Understanding Home Equity: Line of Credit vs Home Equity Loan

As a Toronto & Brampton Mortgage Agent, I get asked a lot of questions when it comes to mortgages. One I recently got was what is better, a line of credit or home equity loan. Read on to find out my answer.

What is a home equity loan?

A home equity loan or also referred to as “ the second mortgage” is a type of loan with a fixed and low-interest rate, which makes it a good source of money. A home equity loan is much easier to include in your budget as the payment is the same for every month.

What is home equity line of credit?

A home equity line of credit (HELOC) and home equity loan are the same in the sense that you will borrow money against your home equity. However, a home equity loan normally gives a total amount at a single time, while a home equity line of credit is the same with a credit card: You will have a definite amount of money for you to borrow and then pay back, and you can get the amount anytime you need it. Therefore, your minimum monthly due varies as a credit line normally has a fluctuating interest rate. It is important to take note the terms in your HELOC as most likely you will have a limited time to use the money.

Which is better?

Appropriating funds against your equity can be helpful in financing any projects that you may have. It is also possible for you to deduct the interest so it will be more inexpensive. So before you decide to for HELOC against a home equity loan, take into considerations the amount of money that you will need and how you’re planning to use the money. Consider the appraisal and closing fees, tax advantages, interest rates and monthly payments as you assess your options.

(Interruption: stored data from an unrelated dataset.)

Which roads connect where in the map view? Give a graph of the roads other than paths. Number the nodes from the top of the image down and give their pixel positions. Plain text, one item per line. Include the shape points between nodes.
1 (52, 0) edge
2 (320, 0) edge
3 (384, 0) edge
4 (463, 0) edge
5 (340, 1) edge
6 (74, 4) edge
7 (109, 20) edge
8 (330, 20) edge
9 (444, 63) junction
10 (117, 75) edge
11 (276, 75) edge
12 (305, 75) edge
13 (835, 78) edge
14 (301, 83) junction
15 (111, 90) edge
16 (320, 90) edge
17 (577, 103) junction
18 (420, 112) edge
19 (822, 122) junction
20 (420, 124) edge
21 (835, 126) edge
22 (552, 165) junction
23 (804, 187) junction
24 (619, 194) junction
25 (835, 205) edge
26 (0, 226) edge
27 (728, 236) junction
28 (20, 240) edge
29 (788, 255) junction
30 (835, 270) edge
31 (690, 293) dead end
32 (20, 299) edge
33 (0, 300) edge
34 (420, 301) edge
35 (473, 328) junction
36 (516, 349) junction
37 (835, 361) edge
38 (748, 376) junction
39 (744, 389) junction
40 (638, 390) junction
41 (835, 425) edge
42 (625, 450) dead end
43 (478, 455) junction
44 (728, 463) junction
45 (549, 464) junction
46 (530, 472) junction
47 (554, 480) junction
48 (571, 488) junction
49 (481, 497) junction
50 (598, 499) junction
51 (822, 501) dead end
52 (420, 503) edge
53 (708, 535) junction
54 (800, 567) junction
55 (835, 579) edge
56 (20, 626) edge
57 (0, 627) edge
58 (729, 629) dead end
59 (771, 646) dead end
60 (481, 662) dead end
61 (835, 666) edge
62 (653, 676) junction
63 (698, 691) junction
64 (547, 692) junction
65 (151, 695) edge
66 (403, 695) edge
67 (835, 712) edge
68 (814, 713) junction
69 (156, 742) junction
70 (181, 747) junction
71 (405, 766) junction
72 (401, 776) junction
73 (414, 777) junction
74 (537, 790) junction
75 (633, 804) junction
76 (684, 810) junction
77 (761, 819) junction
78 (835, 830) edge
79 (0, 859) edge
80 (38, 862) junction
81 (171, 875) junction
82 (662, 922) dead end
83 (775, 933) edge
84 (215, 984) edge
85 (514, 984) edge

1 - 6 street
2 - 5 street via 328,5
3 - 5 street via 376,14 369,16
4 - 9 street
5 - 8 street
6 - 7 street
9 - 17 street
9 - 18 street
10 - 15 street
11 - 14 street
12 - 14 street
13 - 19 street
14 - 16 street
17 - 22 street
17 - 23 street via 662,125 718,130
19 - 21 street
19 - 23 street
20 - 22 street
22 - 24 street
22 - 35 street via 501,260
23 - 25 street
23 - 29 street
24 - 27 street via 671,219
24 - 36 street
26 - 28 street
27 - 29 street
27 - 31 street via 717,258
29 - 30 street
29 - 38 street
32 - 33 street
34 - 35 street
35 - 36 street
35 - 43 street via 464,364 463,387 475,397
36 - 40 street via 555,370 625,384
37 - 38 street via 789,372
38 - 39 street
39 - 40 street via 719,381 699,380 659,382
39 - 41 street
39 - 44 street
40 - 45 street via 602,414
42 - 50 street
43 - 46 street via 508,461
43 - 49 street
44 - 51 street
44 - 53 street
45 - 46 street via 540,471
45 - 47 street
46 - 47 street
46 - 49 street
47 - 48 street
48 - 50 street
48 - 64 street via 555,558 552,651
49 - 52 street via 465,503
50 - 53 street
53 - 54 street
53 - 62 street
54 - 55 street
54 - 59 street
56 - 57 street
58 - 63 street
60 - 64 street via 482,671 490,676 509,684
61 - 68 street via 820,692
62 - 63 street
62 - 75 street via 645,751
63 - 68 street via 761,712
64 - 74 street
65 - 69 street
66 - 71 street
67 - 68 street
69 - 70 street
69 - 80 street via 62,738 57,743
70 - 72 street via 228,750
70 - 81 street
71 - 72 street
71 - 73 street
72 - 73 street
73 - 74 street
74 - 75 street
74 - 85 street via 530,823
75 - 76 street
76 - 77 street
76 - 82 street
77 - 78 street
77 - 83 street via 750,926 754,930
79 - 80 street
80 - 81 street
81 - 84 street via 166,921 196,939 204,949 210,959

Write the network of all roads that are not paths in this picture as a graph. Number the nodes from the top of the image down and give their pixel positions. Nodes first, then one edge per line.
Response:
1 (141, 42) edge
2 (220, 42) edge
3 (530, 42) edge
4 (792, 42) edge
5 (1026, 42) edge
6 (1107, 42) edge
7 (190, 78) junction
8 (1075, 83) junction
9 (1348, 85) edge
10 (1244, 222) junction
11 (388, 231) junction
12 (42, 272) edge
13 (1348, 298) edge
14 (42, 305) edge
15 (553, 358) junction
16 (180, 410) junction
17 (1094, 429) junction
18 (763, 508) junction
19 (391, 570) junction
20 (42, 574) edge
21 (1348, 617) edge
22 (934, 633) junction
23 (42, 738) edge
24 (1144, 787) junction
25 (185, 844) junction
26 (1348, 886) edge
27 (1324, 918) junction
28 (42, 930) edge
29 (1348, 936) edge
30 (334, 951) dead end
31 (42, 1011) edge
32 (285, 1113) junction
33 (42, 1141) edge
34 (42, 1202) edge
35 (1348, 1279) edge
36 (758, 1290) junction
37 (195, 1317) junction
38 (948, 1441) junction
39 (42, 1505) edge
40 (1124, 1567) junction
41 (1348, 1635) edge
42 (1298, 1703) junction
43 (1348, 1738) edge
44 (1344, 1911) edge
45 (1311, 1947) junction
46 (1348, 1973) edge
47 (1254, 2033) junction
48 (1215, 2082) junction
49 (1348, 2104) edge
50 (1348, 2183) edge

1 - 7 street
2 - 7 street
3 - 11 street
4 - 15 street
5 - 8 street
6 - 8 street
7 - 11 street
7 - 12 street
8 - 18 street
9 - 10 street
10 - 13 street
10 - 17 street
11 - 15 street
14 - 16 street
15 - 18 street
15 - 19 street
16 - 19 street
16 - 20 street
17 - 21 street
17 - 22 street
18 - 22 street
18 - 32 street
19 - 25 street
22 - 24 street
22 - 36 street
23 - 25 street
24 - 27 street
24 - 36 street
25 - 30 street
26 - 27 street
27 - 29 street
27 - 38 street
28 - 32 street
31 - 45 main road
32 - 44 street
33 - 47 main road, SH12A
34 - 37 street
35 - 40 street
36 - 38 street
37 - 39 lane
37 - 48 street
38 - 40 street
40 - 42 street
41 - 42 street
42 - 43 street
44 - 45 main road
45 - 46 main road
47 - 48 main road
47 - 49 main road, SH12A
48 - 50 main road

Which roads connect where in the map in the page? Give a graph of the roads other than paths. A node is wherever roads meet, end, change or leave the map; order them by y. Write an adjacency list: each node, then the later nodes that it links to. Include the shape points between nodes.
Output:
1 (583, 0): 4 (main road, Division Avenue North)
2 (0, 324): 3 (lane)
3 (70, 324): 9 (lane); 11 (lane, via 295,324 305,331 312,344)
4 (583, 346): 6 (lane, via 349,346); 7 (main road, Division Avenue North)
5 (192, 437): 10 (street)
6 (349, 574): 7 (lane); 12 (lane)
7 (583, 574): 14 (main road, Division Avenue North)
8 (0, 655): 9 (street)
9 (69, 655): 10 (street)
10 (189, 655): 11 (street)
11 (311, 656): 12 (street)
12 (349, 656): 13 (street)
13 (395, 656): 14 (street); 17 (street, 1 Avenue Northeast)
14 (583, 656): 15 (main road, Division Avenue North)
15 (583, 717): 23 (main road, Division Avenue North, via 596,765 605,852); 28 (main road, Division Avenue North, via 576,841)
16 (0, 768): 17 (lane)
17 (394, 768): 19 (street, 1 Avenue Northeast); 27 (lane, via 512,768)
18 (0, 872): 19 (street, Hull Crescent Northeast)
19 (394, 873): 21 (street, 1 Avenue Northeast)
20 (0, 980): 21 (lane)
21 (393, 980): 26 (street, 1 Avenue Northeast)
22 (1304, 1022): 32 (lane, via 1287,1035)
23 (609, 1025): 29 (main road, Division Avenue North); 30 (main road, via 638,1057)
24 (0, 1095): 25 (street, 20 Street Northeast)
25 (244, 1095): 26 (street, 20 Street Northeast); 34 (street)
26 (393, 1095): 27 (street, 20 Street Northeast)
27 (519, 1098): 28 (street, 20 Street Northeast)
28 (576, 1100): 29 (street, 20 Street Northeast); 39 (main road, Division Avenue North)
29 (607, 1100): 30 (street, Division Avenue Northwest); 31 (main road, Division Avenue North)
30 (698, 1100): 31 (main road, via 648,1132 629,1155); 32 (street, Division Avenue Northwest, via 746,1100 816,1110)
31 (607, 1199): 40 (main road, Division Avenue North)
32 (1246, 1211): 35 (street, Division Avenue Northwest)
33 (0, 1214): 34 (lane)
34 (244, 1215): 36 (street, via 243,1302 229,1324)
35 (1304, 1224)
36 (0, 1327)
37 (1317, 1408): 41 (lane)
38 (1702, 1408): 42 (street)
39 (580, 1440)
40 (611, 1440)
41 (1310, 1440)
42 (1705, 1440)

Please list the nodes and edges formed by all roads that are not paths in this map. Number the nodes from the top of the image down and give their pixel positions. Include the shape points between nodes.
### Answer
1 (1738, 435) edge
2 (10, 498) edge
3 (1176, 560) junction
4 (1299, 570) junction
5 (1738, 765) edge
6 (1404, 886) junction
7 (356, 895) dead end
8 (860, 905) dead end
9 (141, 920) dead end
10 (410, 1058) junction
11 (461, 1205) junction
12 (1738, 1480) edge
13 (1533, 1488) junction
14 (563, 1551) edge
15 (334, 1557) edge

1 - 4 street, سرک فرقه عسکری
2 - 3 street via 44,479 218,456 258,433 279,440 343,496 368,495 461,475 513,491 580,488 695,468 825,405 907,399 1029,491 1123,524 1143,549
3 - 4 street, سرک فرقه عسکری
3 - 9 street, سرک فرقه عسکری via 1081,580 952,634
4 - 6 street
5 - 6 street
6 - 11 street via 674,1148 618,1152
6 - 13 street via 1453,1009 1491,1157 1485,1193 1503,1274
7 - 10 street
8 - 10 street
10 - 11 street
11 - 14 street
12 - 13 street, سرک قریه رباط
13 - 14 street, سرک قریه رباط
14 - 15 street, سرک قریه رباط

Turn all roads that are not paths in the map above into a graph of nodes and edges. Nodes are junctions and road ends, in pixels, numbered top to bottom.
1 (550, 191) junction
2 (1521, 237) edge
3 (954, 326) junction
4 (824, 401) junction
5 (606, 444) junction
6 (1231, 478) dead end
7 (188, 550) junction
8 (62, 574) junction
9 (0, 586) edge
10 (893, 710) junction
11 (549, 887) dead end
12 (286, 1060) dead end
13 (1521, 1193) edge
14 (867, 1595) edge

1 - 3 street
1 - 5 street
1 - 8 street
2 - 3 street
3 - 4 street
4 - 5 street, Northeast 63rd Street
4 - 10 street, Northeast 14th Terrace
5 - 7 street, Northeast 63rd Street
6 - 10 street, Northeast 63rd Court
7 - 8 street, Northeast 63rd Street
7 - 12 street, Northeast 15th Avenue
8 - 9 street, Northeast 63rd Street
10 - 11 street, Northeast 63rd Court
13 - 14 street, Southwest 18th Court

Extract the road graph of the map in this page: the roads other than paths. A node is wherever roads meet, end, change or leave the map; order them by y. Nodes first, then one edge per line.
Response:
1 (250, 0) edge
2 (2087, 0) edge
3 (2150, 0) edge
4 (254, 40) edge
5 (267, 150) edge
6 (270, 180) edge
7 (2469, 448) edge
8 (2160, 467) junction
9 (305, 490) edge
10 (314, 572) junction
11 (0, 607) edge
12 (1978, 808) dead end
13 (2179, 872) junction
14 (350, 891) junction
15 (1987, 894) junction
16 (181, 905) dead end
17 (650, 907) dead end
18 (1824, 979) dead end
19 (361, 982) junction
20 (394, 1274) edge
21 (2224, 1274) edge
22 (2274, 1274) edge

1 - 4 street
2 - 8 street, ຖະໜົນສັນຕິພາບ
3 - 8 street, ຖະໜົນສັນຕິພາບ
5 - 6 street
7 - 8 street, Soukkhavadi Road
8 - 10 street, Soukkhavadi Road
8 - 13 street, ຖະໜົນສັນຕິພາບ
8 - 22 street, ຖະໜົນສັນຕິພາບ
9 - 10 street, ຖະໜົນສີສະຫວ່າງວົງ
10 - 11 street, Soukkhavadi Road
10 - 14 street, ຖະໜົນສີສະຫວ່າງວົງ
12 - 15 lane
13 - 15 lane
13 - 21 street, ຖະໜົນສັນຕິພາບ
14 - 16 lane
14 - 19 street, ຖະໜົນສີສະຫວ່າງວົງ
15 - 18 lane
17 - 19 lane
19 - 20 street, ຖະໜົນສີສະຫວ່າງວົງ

  • Home equity loan is great for attaining more costly goals, like college tuition fees, remodelling a house and debt consolidation. Due to its fixed payment, it is more practical for individuals with fixed incomes.
  • Home equity line of credit is great for paying for medical expenses, minor home improvement projects and paying bills that will quickly increase if not paid.

If you require a financial help to pay your bills or attain your goals, you can go for low-interest funding. May it be home equity loan or a line of credit, you can utilize the value of your property as a mean to manage your debt and improve or sustain your lifestyle.